**ASSIGNMENT**
Scan the entries for lines with the word "down", then copy those lines.

------ RECORD EXCERPTS ------

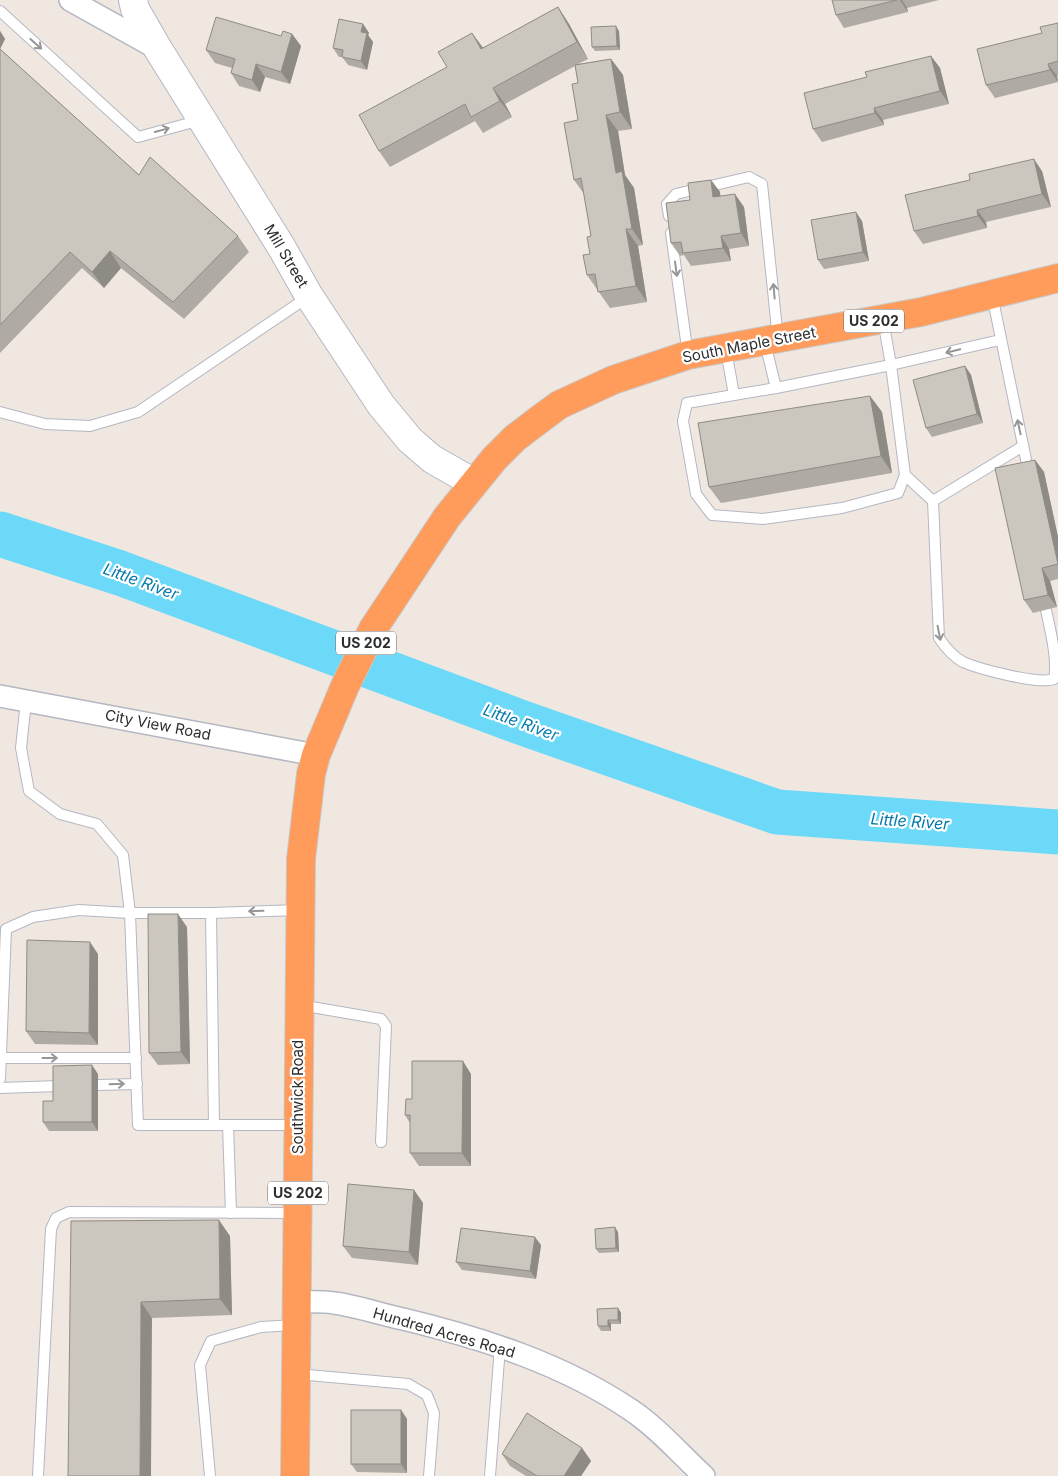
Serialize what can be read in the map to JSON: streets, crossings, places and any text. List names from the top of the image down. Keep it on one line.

------
------ RECORD EXCERPTS ------

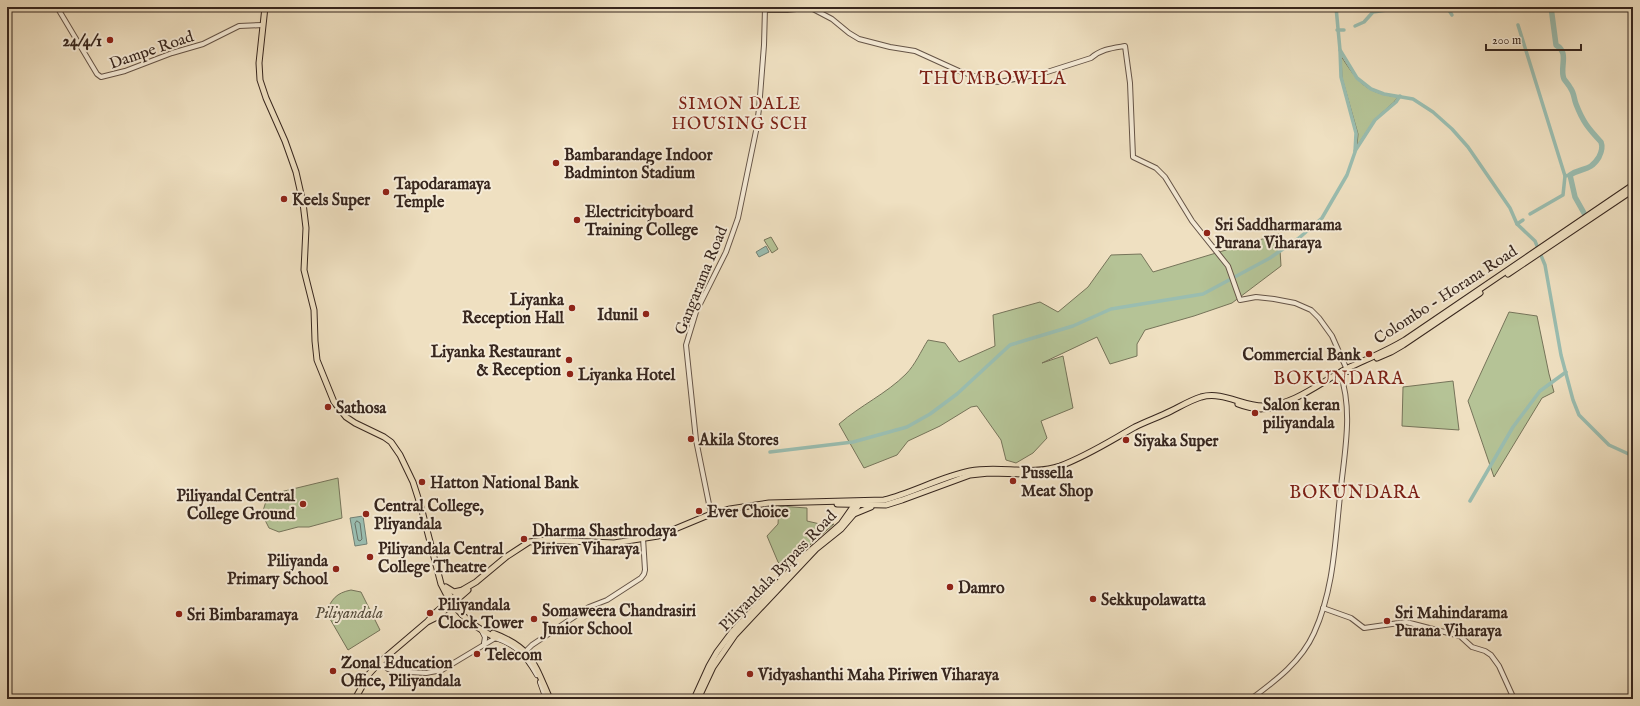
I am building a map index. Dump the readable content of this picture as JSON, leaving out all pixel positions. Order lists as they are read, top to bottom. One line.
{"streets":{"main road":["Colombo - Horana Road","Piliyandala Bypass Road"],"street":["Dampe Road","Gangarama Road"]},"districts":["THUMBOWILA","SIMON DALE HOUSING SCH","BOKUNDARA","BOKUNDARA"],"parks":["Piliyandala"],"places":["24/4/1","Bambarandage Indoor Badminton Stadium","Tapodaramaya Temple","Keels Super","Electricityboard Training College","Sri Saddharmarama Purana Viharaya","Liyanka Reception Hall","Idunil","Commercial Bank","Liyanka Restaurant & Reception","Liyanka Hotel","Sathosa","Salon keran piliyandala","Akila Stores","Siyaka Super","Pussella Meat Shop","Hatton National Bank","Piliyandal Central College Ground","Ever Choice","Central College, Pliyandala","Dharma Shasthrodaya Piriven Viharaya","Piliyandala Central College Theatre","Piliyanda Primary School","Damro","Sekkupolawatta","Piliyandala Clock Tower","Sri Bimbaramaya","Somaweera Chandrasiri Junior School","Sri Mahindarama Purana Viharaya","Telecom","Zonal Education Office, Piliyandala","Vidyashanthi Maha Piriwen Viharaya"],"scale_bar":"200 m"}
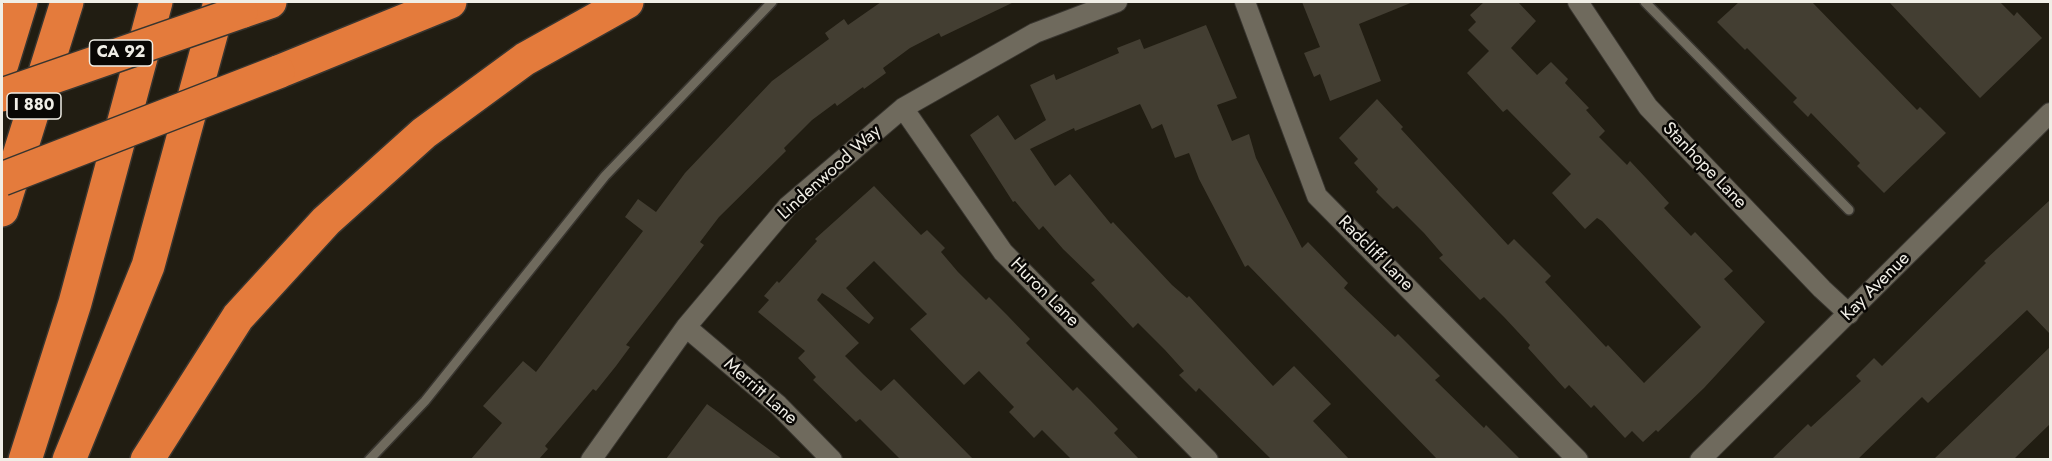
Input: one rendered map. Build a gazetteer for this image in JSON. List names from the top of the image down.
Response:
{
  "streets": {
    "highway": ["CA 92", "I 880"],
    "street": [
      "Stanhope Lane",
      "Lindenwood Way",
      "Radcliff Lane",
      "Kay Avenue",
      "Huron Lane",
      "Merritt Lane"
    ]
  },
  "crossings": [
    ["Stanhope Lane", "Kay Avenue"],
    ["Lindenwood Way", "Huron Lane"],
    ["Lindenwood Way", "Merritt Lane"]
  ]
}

------

**EXERCISE SOLUTION**
Serialize what can be read in the map to JSON: streets, crossings, places and any text. List names from the top of the image down. Keep it on one line.
Input: one rendered map. Build a gazetteer for this image in JSON. List names from the top of the image down.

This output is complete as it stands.